Person Specification
Skills and Attributes
Essential
- Willingness to undergo further training or development
- Flexible approach and highly motivated.
- Works well within a team.
- Proven experience building relationships with people in different settings and backgrounds.
- Evidence of good written and verbal communication skills with colleagues and patients and the public.
- Ability to communicate effectively at a range of levels.
- Good telephone manner.
- Able to deal with service users sensitively, recognising cultural and psychological needs.
- Excellent teamworking skills.
- Able to prioritise and manage own workload.
- Excellent interpersonal skills including ability to listen and empathise with people.
- Excellent organisational and administration skills.
- Professional attitude.
- Committed to personal development.
- Ability to meet deadlines and work.
- Approachable.
- Flexible and adaptable as the role will evolve.
Desirable
- Knowledge of using NHS IT systems such as EMIS.
- Experience providing advice/signposting to users.
- Ability to analyse and interpret information and present results in a clear and concise manner.
Qualifications
Essential
- Experience within Primary Care.
Desirable
- Educated to GCSE Standard (Grades A-C) or Diploma/ HNC level (or relevant experience).
- Experience in Care Coordination.
Experience
Essential
- Experience of working in Primary Care/Voluntary Sector/Community.

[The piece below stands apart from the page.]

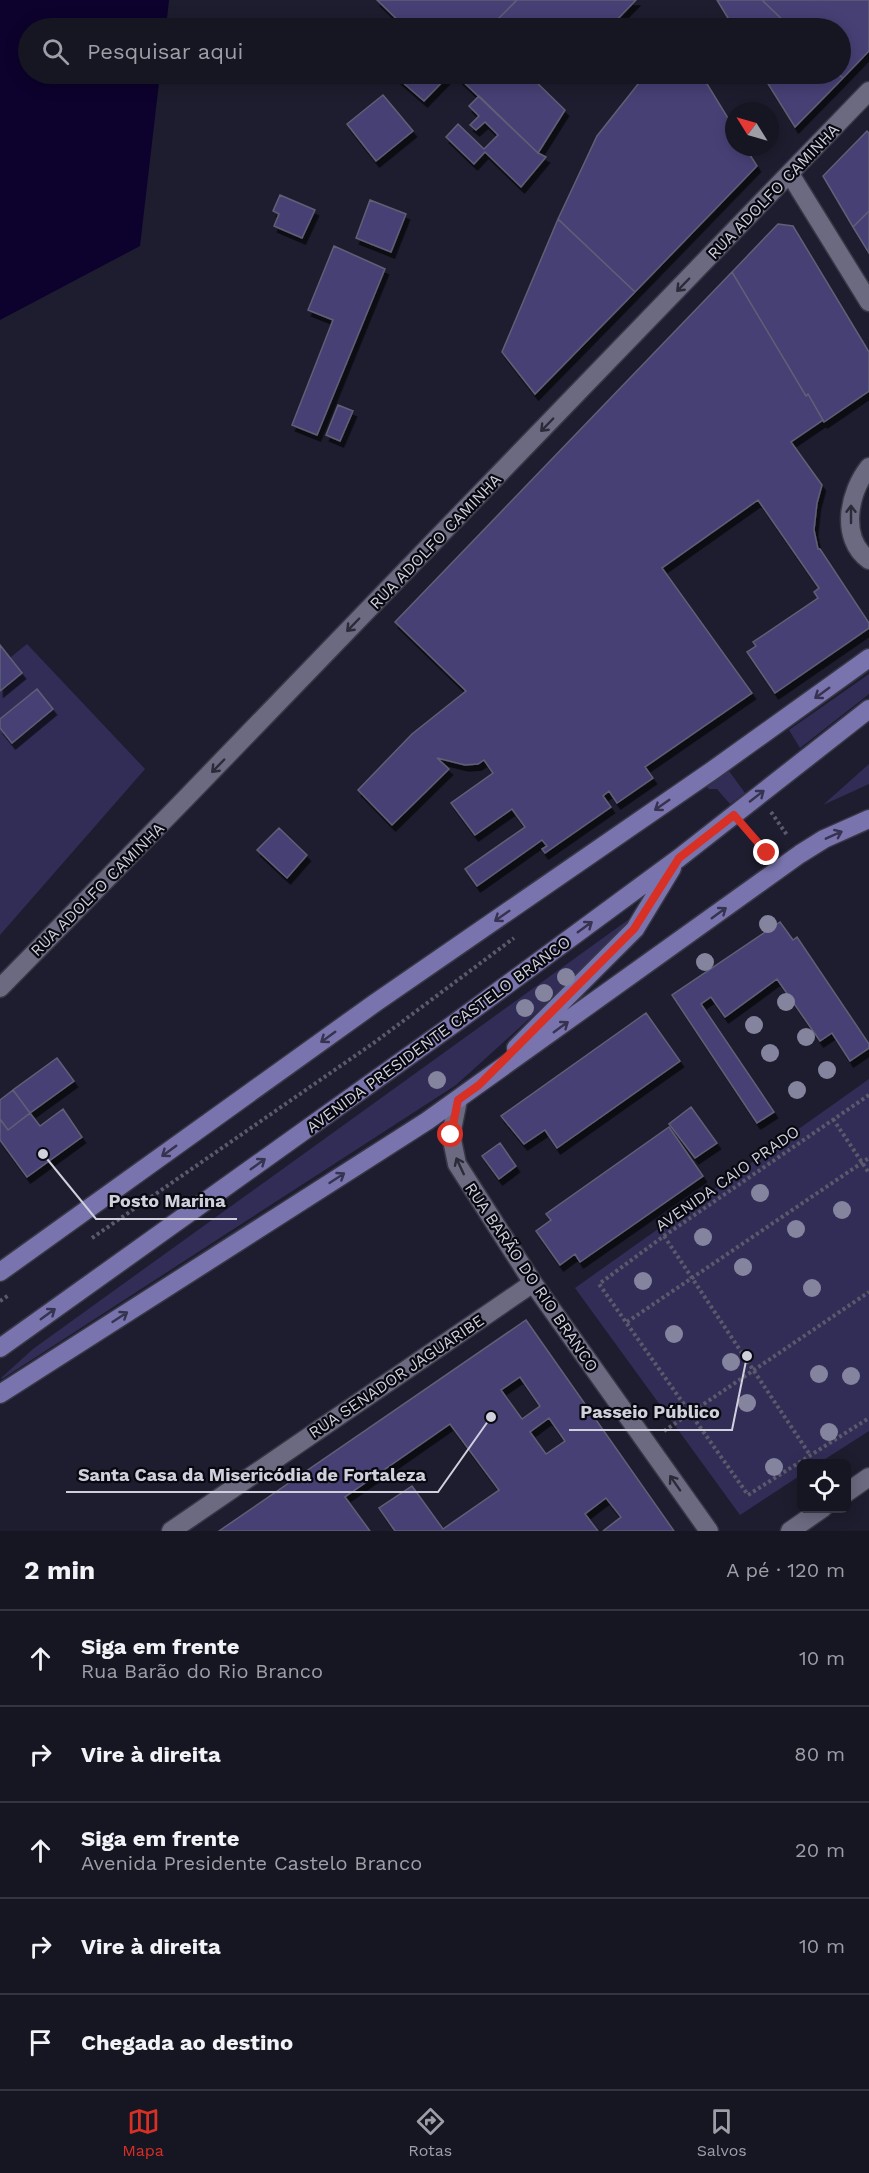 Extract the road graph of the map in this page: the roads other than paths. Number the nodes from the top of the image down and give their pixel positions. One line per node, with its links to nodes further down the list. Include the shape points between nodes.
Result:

- Experience working with children and families.
- Able to demonstrate a clear understanding of working with confidential information and an understanding of service user confidentiality.
- Use of MS Office (Word, Excel, Outlook).
Desirable
- Relevant health and social care experience at AfC Band 3 or 4 or equivalent and/or previous experience in the NHS or social care or relevant field.
- Experience of administrative duties.
- Practical experience of being in a patient facing role.
- Working in a multi-disciplinary setting.
- Experience in use of databases.
Other
Essential
- Excellent record keeping skills.
- At times there will be a requirement to travel across practices within the PCN (Central Oldham) and to other sites and partners.
Disclosure and Barring Service Check
This post is subject to the Rehabilitation of Offenders Act (Exceptions Order) 1975 and as such it will be necessary for a submission for Disclosure to be made to the Disclosure and Barring Service (formerly known as CRB) to check for any previous criminal convictions.